For a few years now I’ve been loving the writing of the English critic, novelist, and cultural historian John Berger. I came to him through the work of Geoff Dyer, who is a huge Berger fan himself and made me aware of Berger’s classic book About Looking. A few years ago Berger published Bento’s Sketchbook (2011), a meditation on art, the creative process, and perception. His most recent book is Portraits which traces a history of painting from cave painting to the modern era. Each chapter focuses on a single artist and explains to us what we see and what it means. This narrative approach to surveying the history of art has been used before by others, but there is something deeply personal here about the way Berger brings his own artistic experience to bear on his assessments and reflections on the dozens of works discussed in the book. His knowing is integrated—he’s like a super museum tour guide whose commentary weaves the art’s presence into that of your own life. But that sounds too formal. Sometimes when reading him I have the odd sensation the he’s talking to me—to us—as we putter around a large overgrown garden, stopping here and there to chat as we gather vegetables for dinner. As Berger says in Bento’s Sketchbook, “I’m taking my time, as if I had all the time in the world. I do have all the time in the world.”
In Portraits Berger writes magisterially about expressive culture. What makes his sentences incisive and epic and his language clear and simple is his grasp of art’s underlying urges and details. For him, the details are everything and even when we think we see everything (the book includes numerous black and white photos) he reveals details that we didn’t know were there in the first place—the shape of a hand, an unusual or impossible perspective, the way light falls, or the striking stillness of gaze in an otherwise chaotic face. The next step is how Berger connects these details to meanings. Through him we see that artistic practices are “the exact measure” (48) of things going on in the wider world at the time–sometimes in times that are surprisingly like our own. For example, here is Berger discussing The Garden of Earthly Delights (1500-5), a triptych by the Netherlandish painter Hieronymus Bosch (c.1450-1516) whose three panels depict Adam and Eve in Paradise, the Garden of Earthly Delights, and Hell.
Berger uses our own hyper-present, hyper-connected moment to make sense of what he considers to be the prophetic perspective in the hell panel on the right side:
“There is no horizon there. There is no continuity between actions, there are no pauses, no paths, no pattern, no past, and no future. There is only the clamor of the disparate, fragmentary present. Everywhere there are surprises and sensations, yet nowhere is there any outcome. Nothing flows through: everything interrupts. There is a kind of spatial delirium” (36).
As you read Berger you come to wonder about the relationship between the artist and the critic and how they need one another. Berger is both. In other parts of the book his practical experience sings in passages in which he discusses how drawing, like criticism, is a two-way activity that gives back to the maker:
“To draw is not only to measure and put down, it is also to receive. When the intensity of looking reaches a certain degree, one becomes aware of an equally intense energy coming towards one, through the appearance of whatever it is one is scrutinizing” (85).

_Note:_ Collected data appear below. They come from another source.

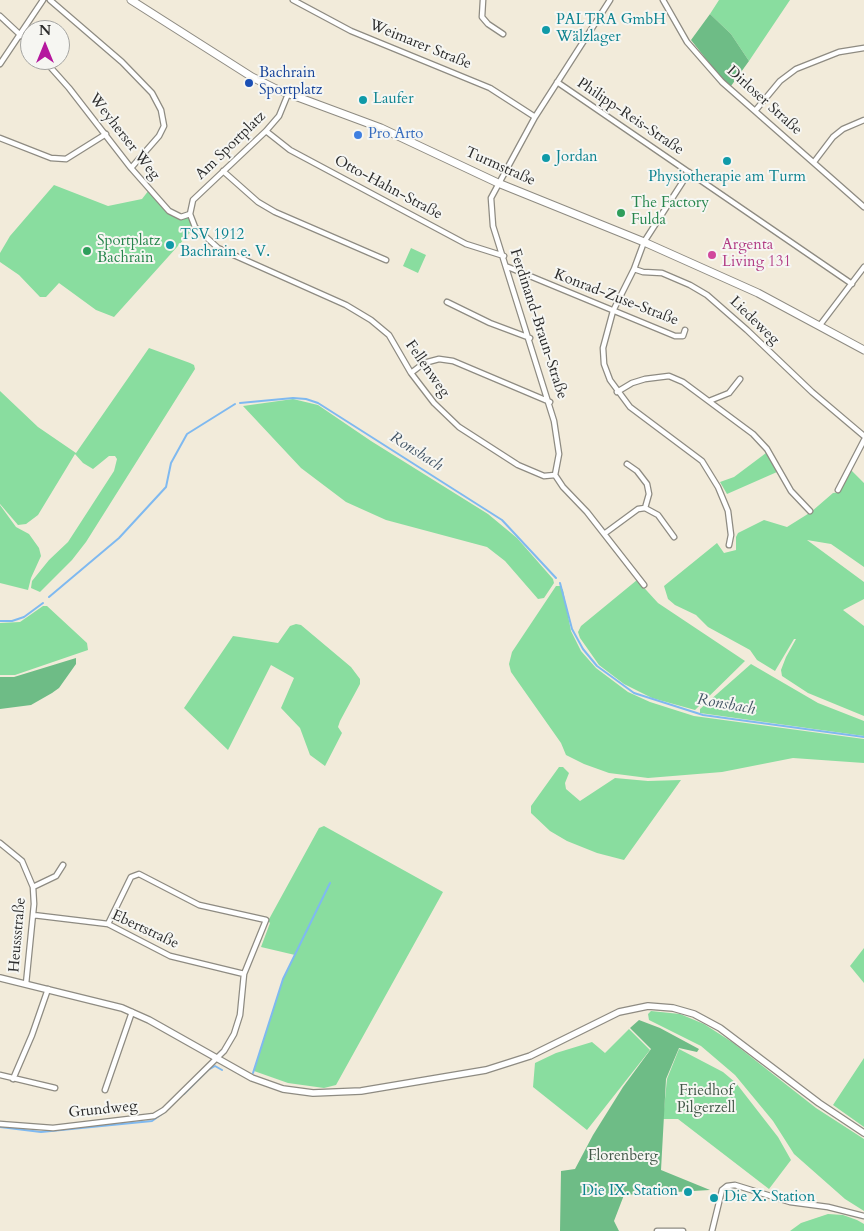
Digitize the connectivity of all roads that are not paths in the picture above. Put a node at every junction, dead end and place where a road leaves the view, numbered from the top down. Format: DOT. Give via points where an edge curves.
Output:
graph roads {
  1 [pos="43,0"];
  2 [pos="50,0"];
  3 [pos="131,0"];
  4 [pos="293,0"];
  5 [pos="304,0"];
  6 [pos="483,0"];
  7 [pos="610,0"];
  8 [pos="663,0"];
  9 [pos="300,5"];
  10 [pos="0,16"];
  11 [pos="30,20"];
  12 [pos="20,33"];
  13 [pos="503,34"];
  14 [pos="20,35"];
  15 [pos="864,48"];
  16 [pos="0,64"];
  17 [pos="52,70"];
  18 [pos="558,82"];
  19 [pos="288,94"];
  20 [pos="755,110"];
  21 [pos="535,117"];
  22 [pos="864,120"];
  23 [pos="266,131"];
  24 [pos="106,134"];
  25 [pos="0,138"];
  26 [pos="814,162"];
  27 [pos="131,168"];
  28 [pos="223,172"];
  29 [pos="689,172"];
  30 [pos="498,183"];
  31 [pos="864,207"];
  32 [pos="190,214"];
  33 [pos="644,242"];
  34 [pos="504,256"];
  35 [pos="386,260"];
  36 [pos="508,267"];
  37 [pos="864,268"];
  38 [pos="634,269"];
  39 [pos="852,284"];
  40 [pos="447,302"];
  41 [pos="613,311"];
  42 [pos="820,325"];
  43 [pos="685,330"];
  44 [pos="530,338"];
  45 [pos="864,350"];
  46 [pos="411,373"];
  47 [pos="740,379"];
  48 [pos="617,392"];
  49 [pos="709,401"];
  50 [pos="550,402"];
  51 [pos="864,436"];
  52 [pos="864,440"];
  53 [pos="627,464"];
  54 [pos="556,475"];
  55 [pos="838,490"];
  56 [pos="645,508"];
  57 [pos="810,510"];
  58 [pos="604,534"];
  59 [pos="674,537"];
  60 [pos="729,545"];
  61 [pos="644,585"];
  62 [pos="0,843"];
  63 [pos="62,865"];
  64 [pos="33,887"];
  65 [pos="33,915"];
  66 [pos="108,924"];
  67 [pos="244,974"];
  68 [pos="0,978"];
  69 [pos="26,984"];
  70 [pos="48,989"];
  71 [pos="132,1012"];
  72 [pos="216,1058"];
  73 [pos="0,1075"];
  74 [pos="13,1079"];
  75 [pos="55,1088"];
  76 [pos="104,1090"];
  77 [pos="0,1124"];
  78 [pos="864,1133"];
  79 [pos="864,1216"];
  80 [pos="657,1231"];
  81 [pos="683,1231"];
  82 [pos="712,1231"];
  1 -- 11 [label="street"];
  2 -- 27 [label="street" via="122,62 152,93 161,110 164,126"];
  3 -- 19 [label="main road, Turmstraße" via="252,77"];
  4 -- 9 [label="street, Weimarer Straße"];
  5 -- 9 [label="street"];
  6 -- 13 [label="street" via="482,17"];
  7 -- 18 [label="street, Ferdinand-Braun-Straße"];
  8 -- 20 [label="street, Dirloser Straße" via="693,49 722,82"];
  9 -- 21 [label="street, Weimarer Straße" via="342,27 490,88"];
  10 -- 12 [label="street"];
  14 -- 16 [label="street"];
  15 -- 20 [label="street" via="839,52 796,69 780,81"];
  17 -- 24 [label="street, Weyherser Weg"];
  18 -- 21 [label="street, Ferdinand-Braun-Straße"];
  18 -- 29 [label="street, Philipp-Reis-Straße"];
  19 -- 23 [label="street, Am Sportplatz" via="279,116"];
  19 -- 30 [label="main road, Turmstraße" via="381,128"];
  20 -- 26 [label="street, Dirloser Straße"];
  21 -- 30 [label="street, Ferdinand-Braun-Straße"];
  22 -- 26 [label="street" via="833,137"];
  23 -- 28 [label="street, Am Sportplatz"];
  23 -- 34 [label="street, Otto-Hahn-Straße" via="290,150 466,244"];
  24 -- 25 [label="street" via="66,159 51,158"];
  24 -- 27 [label="street, Weyherser Weg"];
  26 -- 31 [label="street, Dirloser Straße"];
  27 -- 32 [label="street, Weyherser Weg" via="169,211 181,217"];
  28 -- 32 [label="street, Am Sportplatz" via="193,200"];
  28 -- 35 [label="street" via="275,212"];
  29 -- 33 [label="street, Philipp-Reis-Straße"];
  29 -- 39 [label="street, Philipp-Reis-Straße"];
  30 -- 33 [label="main road, Turmstraße"];
  30 -- 34 [label="street, Ferdinand-Braun-Straße" via="490,207"];
  32 -- 46 [label="street, Fellenweg" via="195,227 218,248 346,304 371,320 389,335"];
  33 -- 38 [label="street"];
  33 -- 42 [label="main road, Turmstraße"];
  34 -- 36 [label="street, Ferdinand-Braun-Straße"];
  36 -- 41 [label="street, Konrad-Zuse-Straße"];
  36 -- 44 [label="street, Ferdinand-Braun-Straße"];
  37 -- 39 [label="street"];
  38 -- 41 [label="street"];
  38 -- 51 [label="street, Liedeweg" via="678,278 707,295"];
  39 -- 42 [label="street"];
  40 -- 44 [label="street"];
  41 -- 43 [label="street, Konrad-Zuse-Straße" via="675,336 683,336"];
  41 -- 48 [label="street" via="603,348 604,364"];
  42 -- 45 [label="main road, Turmstraße"];
  44 -- 50 [label="street, Ferdinand-Braun-Straße"];
  46 -- 50 [label="street" via="424,363 439,359"];
  46 -- 54 [label="street, Fellenweg" via="434,404 466,432 518,465 544,476"];
  47 -- 49 [label="street" via="729,393"];
  48 -- 49 [label="street" via="645,379 669,376"];
  48 -- 60 [label="street" via="630,406 702,461 728,510"];
  49 -- 57 [label="street" via="753,434 767,449 791,491"];
  50 -- 54 [label="street, Ferdinand-Braun-Straße" via="558,444"];
  52 -- 55 [label="street"];
  53 -- 56 [label="street" via="647,484 649,494"];
  54 -- 58 [label="street" via="562,487"];
  56 -- 58 [label="street" via="638,509"];
  56 -- 59 [label="street" via="658,515"];
  58 -- 61 [label="street"];
  62 -- 64 [label="street, Heussstraße" via="22,861"];
  63 -- 64 [label="street, Heussstraße" via="56,876"];
  64 -- 65 [label="street, Heussstraße"];
  65 -- 66 [label="street, Ebertstraße"];
  65 -- 69 [label="street, Heussstraße"];
  66 -- 67 [label="street, Ebertstraße" via="170,956"];
  66 -- 67 [label="street, Grundweg" via="131,877 142,874 192,903 266,920"];
  67 -- 72 [label="street, Grundweg" via="240,1015 234,1034"];
  68 -- 69 [label="street"];
  69 -- 70 [label="street"];
  70 -- 71 [label="street"];
  70 -- 74 [label="street"];
  71 -- 72 [label="street"];
  71 -- 76 [label="street"];
  72 -- 77 [label="street, Grundweg" via="164,1110 149,1118 53,1128"];
  72 -- 78 [label="street" via="264,1082 292,1091 323,1094 361,1091 502,1066 539,1052 618,1012 664,1007 686,1011 720,1028 818,1103"];
  73 -- 74 [label="street"];
  74 -- 75 [label="street"];
  79 -- 82 [label="street" via="790,1202 735,1185 722,1190"];
  80 -- 81 [label="street"];
}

Insights like this are all over this 400-page book. My takeaway is that when Berger explains the elements that make art so powerfully revealing you have the sense that he could locate exactly those signifying details in just about anything he turns his attention to. This kind of writing—well, it’s not a kind really, since Berger’s prose is singular—shakes us awake. Berger rattles us into understanding that all of our pursuits—from the personal to the political to the technological—have the depth qualities of art. In Portraits Berger the critic and painter helps us see that there’s always more here than meets the eye.